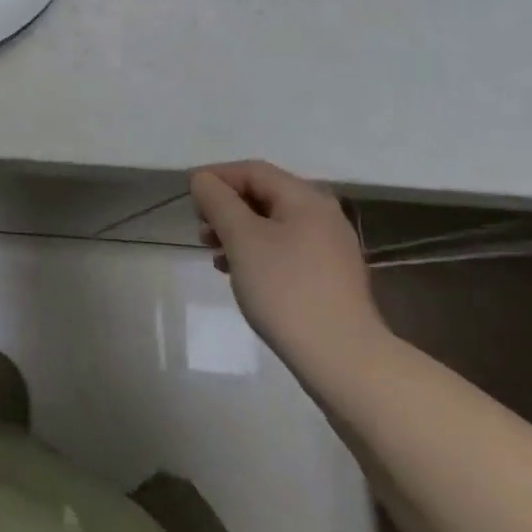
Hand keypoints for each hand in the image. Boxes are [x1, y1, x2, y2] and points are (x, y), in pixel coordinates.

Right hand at [190, 160, 388, 375]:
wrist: (343, 360)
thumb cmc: (286, 290)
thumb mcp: (242, 239)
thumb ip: (218, 201)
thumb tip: (203, 179)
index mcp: (306, 198)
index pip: (252, 171)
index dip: (216, 177)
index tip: (188, 196)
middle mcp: (323, 215)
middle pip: (264, 196)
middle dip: (226, 208)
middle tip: (200, 230)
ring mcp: (330, 248)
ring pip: (273, 225)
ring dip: (238, 232)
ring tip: (214, 255)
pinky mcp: (330, 278)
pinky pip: (285, 249)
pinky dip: (257, 252)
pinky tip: (240, 274)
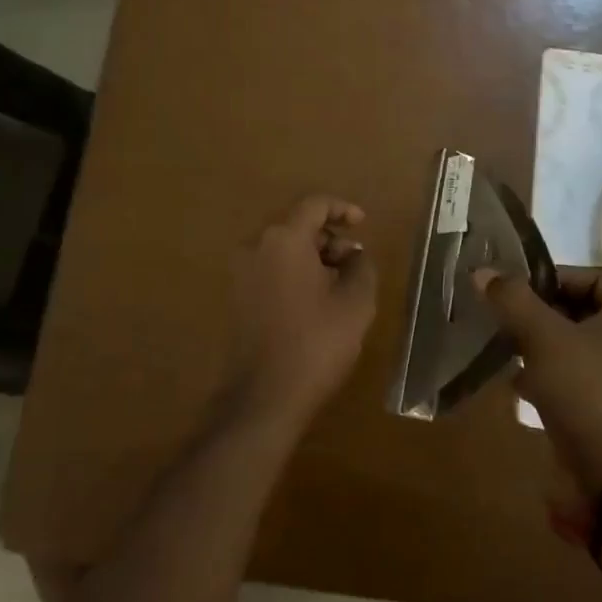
◆ ◆ ◆ ◆ ◆ ◆ ◆
TASK STATEMENT: The records are above. How many lines in them contain the word "middle"? Give the number alone.

OUTPUT FOR THIS TASK: 4